Home > Rock Chick Reborn (Rock Chick #9)(3)

Rock Chick Reborn (Rock Chick #9)(3)
Author: Kristen Ashley

He hadn’t left steel in the marrow of my bones.

He’d left dust.

After he was whacked, I’d gone on to make stupid decisions that affected not only me.

I had a history—an ugly one—that no man would want to take on.

And I couldn’t imagine anything on this earth worse (for me) than maybe getting the attention of a beautiful man who chuckled like humor bubbled up from his soul and having to watch his face as he learned who I was and what I’d done.

Before hitting the doors, Roam stopped, turned and stared at me and years of life on the streets before I got him under my roof meant I’d have to be more badass than Lee Nightingale himself to hide anything from that boy.

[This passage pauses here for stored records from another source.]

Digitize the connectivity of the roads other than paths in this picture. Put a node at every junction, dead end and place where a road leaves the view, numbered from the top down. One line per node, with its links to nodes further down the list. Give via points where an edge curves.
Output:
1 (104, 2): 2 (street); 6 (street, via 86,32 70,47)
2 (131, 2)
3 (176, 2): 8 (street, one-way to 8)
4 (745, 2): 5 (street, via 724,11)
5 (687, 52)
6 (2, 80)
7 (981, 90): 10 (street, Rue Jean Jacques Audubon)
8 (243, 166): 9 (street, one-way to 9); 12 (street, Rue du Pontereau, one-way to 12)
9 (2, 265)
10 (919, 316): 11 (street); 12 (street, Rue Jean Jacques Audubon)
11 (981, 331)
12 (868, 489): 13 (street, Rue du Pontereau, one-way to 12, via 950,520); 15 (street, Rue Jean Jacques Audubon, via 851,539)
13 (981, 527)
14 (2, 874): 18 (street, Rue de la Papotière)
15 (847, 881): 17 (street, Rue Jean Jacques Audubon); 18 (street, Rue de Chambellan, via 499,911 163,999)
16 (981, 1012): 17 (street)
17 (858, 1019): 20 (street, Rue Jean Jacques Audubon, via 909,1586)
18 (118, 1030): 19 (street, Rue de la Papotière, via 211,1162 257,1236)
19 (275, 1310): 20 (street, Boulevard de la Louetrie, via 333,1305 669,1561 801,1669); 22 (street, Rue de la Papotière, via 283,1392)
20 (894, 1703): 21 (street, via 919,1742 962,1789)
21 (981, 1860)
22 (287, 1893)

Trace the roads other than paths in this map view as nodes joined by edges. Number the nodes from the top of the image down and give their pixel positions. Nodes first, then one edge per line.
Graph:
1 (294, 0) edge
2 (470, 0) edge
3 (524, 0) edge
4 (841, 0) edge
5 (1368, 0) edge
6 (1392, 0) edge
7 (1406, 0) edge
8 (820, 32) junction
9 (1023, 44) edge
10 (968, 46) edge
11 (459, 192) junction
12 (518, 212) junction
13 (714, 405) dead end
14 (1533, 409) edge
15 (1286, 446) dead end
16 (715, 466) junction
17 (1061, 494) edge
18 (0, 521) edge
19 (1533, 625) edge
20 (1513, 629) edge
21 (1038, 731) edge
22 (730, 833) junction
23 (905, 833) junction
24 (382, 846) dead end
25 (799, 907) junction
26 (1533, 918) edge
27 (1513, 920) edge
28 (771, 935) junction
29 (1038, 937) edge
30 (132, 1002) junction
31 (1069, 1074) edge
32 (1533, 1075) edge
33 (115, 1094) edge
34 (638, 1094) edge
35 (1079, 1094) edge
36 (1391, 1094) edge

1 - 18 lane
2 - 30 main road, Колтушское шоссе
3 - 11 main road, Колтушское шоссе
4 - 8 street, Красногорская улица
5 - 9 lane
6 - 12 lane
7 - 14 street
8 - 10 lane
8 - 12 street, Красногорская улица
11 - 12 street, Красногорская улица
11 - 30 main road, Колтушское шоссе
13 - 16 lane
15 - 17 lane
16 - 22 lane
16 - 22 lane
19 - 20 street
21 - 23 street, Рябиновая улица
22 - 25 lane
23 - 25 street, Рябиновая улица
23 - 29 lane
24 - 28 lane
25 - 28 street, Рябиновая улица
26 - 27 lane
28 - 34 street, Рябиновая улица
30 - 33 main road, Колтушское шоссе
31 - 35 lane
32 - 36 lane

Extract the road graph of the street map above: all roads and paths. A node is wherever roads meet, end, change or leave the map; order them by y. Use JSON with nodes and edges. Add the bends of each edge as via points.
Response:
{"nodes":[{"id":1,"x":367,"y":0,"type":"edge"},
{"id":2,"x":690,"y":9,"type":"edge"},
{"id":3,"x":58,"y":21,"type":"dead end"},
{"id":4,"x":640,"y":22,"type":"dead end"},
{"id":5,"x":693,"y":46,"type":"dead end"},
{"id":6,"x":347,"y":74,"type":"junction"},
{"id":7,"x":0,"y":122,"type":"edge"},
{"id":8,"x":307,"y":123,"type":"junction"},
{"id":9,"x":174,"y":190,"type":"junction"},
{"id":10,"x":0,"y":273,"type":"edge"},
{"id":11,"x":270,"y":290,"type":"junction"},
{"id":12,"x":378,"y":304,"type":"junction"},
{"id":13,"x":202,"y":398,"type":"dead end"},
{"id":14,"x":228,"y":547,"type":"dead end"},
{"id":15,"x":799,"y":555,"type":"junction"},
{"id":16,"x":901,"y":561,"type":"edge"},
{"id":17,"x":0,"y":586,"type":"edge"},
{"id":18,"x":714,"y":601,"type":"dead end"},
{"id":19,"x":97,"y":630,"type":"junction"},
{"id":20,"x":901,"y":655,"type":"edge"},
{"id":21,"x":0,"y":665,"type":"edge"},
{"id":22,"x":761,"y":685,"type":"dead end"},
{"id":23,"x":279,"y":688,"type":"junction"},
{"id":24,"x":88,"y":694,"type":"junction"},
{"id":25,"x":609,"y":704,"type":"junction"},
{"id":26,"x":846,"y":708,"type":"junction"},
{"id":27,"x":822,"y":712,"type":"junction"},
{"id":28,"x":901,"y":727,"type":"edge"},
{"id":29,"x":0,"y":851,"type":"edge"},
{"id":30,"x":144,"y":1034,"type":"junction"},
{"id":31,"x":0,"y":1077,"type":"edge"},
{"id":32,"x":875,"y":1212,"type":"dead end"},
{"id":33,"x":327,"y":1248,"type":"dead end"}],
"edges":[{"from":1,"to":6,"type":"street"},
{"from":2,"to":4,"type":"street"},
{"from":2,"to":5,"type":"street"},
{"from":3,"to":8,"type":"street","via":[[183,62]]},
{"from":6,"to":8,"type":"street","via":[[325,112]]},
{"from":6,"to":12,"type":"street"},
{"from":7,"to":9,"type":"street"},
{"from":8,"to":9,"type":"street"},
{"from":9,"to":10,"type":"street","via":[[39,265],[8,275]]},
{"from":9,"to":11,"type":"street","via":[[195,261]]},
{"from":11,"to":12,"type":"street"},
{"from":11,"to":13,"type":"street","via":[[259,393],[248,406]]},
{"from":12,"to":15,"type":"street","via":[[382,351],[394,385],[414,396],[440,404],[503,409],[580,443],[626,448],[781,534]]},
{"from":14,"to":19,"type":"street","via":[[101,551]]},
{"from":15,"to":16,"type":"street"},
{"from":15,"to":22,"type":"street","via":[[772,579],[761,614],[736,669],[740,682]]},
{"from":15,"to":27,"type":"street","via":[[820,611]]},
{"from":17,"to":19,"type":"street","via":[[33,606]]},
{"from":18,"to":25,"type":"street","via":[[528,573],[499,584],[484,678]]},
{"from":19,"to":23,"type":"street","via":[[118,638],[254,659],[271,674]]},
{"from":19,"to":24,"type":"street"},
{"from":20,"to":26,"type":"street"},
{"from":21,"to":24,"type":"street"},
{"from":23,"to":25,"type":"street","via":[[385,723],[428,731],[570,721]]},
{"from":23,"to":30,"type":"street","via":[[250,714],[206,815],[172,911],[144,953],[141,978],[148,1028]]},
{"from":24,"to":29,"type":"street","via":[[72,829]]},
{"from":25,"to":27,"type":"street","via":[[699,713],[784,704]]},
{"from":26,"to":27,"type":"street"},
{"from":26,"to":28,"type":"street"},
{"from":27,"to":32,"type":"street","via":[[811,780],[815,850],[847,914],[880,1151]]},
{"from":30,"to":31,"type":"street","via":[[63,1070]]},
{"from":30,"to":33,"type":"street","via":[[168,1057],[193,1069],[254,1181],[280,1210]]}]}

But it wasn’t about being badass.

It was that I didn’t hide shit from my boys. They’d led lives given no reason to trust, and it had been hell teaching them they could trust me and taking that further in showing them how to find others with whom they could do the same.

I didn’t blow him a kiss, send him a smile or give him a nod.

You didn’t do that with Roam.

He wasn’t about displays of affection.

You earned his by being real and being solid.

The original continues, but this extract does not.